Required action: Return every entry below word for word and leave out any picture.

Stored entries
· · · ·
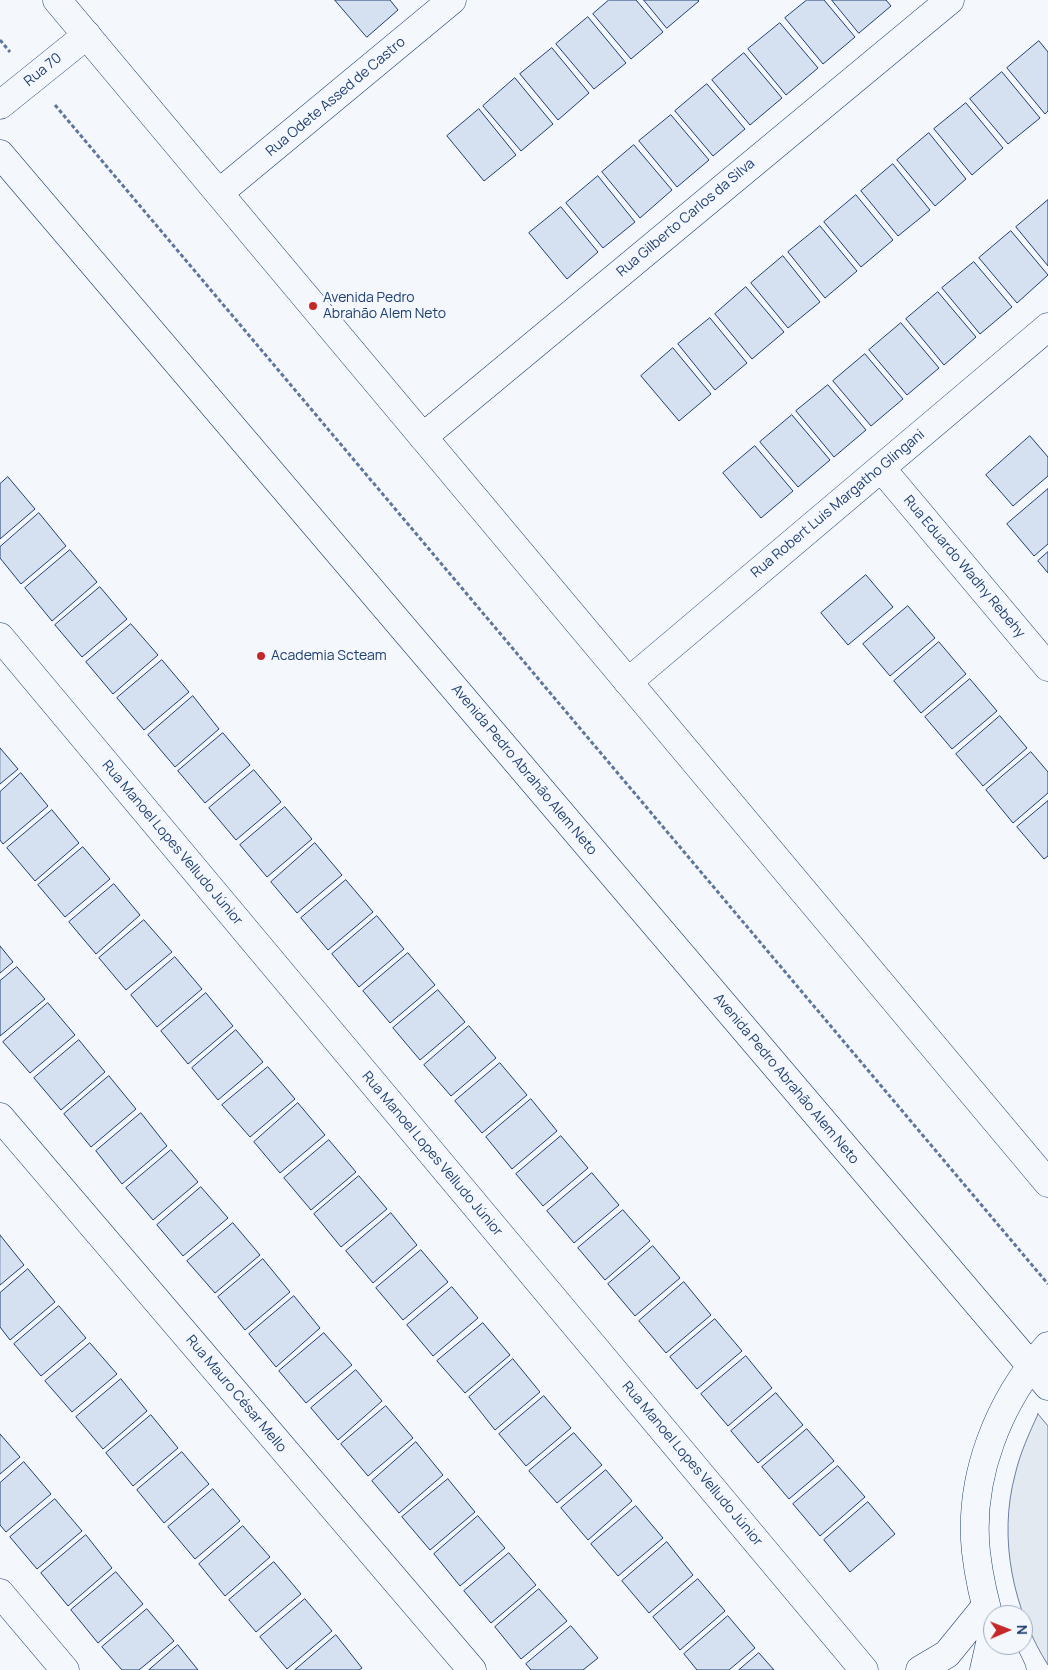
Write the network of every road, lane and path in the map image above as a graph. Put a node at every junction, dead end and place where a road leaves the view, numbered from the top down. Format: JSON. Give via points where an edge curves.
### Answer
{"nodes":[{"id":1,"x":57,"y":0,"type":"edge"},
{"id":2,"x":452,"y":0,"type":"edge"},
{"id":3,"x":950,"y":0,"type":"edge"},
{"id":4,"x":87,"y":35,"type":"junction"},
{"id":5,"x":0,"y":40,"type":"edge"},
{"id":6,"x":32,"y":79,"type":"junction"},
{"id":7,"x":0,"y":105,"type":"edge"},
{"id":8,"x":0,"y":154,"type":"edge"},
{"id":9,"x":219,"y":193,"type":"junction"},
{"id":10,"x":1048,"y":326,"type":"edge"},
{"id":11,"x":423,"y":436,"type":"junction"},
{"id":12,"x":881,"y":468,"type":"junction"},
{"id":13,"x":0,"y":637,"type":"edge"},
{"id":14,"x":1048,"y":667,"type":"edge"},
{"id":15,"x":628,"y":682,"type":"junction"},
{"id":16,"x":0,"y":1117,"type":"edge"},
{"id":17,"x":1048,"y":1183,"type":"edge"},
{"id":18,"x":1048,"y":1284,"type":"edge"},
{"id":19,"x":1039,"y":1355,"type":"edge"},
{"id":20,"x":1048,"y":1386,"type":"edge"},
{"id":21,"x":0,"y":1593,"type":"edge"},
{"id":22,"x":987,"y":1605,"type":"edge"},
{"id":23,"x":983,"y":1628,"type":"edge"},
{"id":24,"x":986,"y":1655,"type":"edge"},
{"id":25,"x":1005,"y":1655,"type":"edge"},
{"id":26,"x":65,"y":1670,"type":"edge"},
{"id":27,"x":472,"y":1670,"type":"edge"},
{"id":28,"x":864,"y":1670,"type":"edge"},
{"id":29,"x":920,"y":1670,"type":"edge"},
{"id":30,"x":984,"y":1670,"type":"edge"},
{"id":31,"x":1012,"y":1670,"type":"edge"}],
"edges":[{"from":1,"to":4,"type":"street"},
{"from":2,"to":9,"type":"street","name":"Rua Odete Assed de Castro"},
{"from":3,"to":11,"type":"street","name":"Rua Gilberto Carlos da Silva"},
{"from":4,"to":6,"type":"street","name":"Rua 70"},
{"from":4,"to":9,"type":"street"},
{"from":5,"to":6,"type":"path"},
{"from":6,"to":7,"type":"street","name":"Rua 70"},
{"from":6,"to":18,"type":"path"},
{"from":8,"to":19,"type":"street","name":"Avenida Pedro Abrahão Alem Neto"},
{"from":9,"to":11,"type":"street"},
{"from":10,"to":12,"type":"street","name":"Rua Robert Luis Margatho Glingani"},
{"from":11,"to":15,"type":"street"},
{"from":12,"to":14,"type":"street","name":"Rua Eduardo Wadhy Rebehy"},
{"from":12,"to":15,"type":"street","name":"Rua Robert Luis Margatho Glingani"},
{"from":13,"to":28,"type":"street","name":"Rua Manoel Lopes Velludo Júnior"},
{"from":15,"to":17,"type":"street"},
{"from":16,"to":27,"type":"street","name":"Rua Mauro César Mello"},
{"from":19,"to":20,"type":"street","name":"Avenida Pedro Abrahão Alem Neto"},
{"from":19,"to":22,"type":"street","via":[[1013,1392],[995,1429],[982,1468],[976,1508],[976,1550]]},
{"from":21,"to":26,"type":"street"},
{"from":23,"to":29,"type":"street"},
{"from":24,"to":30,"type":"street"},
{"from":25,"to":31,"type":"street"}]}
· · · ·
Result of the task:
Write the network of every road, lane and path in the map image above as a graph. Put a node at every junction, dead end and place where a road leaves the view, numbered from the top down. Format: JSON. Give via points where an edge curves.
### Answer
{"nodes":[{"id":1,"x":57,"y":0,"type":"edge"},
{"id":2,"x":452,"y":0,"type":"edge"},
{"id":3,"x":950,"y":0,"type":"edge"},
{"id":4,"x":87,"y":35,"type":"junction"},
{"id":5,"x":0,"y":40,"type":"edge"},
{"id":6,"x":32,"y":79,"type":"junction"},
{"id":7,"x":0,"y":105,"type":"edge"},
{"id":8,"x":0,"y":154,"type":"edge"},
{"id":9,"x":219,"y":193,"type":"junction"},
{"id":10,"x":1048,"y":326,"type":"edge"},
{"id":11,"x":423,"y":436,"type":"junction"},
{"id":12,"x":881,"y":468,"type":"junction"},
{"id":13,"x":0,"y":637,"type":"edge"},
{"id":14,"x":1048,"y":667,"type":"edge"},
{"id":15,"x":628,"y":682,"type":"junction"},
{"id":16,"x":0,"y":1117,"type":"edge"},
{"id":17,"x":1048,"y":1183,"type":"edge"},
{"id":18,"x":1048,"y":1284,"type":"edge"},
{"id":19,"x":1039,"y":1355,"type":"edge"},
{"id":20,"x":1048,"y":1386,"type":"edge"},
{"id":21,"x":0,"y":1593,"type":"edge"},
{"id":22,"x":987,"y":1605,"type":"edge"},
{"id":23,"x":983,"y":1628,"type":"edge"},
{"id":24,"x":986,"y":1655,"type":"edge"},
{"id":25,"x":1005,"y":1655,"type":"edge"},
{"id":26,"x":65,"y":1670,"type":"edge"},
{"id":27,"x":472,"y":1670,"type":"edge"},
{"id":28,"x":864,"y":1670,"type":"edge"},
{"id":29,"x":920,"y":1670,"type":"edge"},
{"id":30,"x":984,"y":1670,"type":"edge"},
{"id":31,"x":1012,"y":1670,"type":"edge"}],
"edges":[{"from":1,"to":4,"type":"street"},
{"from":2,"to":9,"type":"street","name":"Rua Odete Assed de Castro"},
{"from":3,"to":11,"type":"street","name":"Rua Gilberto Carlos da Silva"},
{"from":4,"to":6,"type":"street","name":"Rua 70"},
{"from":4,"to":9,"type":"street"},
{"from":5,"to":6,"type":"path"},
{"from":6,"to":7,"type":"street","name":"Rua 70"},
{"from":6,"to":18,"type":"path"},
{"from":8,"to":19,"type":"street","name":"Avenida Pedro Abrahão Alem Neto"},
{"from":9,"to":11,"type":"street"},
{"from":10,"to":12,"type":"street","name":"Rua Robert Luis Margatho Glingani"},
{"from":11,"to":15,"type":"street"},
{"from":12,"to":14,"type":"street","name":"Rua Eduardo Wadhy Rebehy"},
{"from":12,"to":15,"type":"street","name":"Rua Robert Luis Margatho Glingani"},
{"from":13,"to":28,"type":"street","name":"Rua Manoel Lopes Velludo Júnior"},
{"from":15,"to":17,"type":"street"},
{"from":16,"to":27,"type":"street","name":"Rua Mauro César Mello"},
{"from":19,"to":20,"type":"street","name":"Avenida Pedro Abrahão Alem Neto"},
{"from":19,"to":22,"type":"street","via":[[1013,1392],[995,1429],[982,1468],[976,1508],[976,1550]]},
{"from":21,"to":26,"type":"street"},
{"from":23,"to":29,"type":"street"},
{"from":24,"to":30,"type":"street"},
{"from":25,"to":31,"type":"street"}]}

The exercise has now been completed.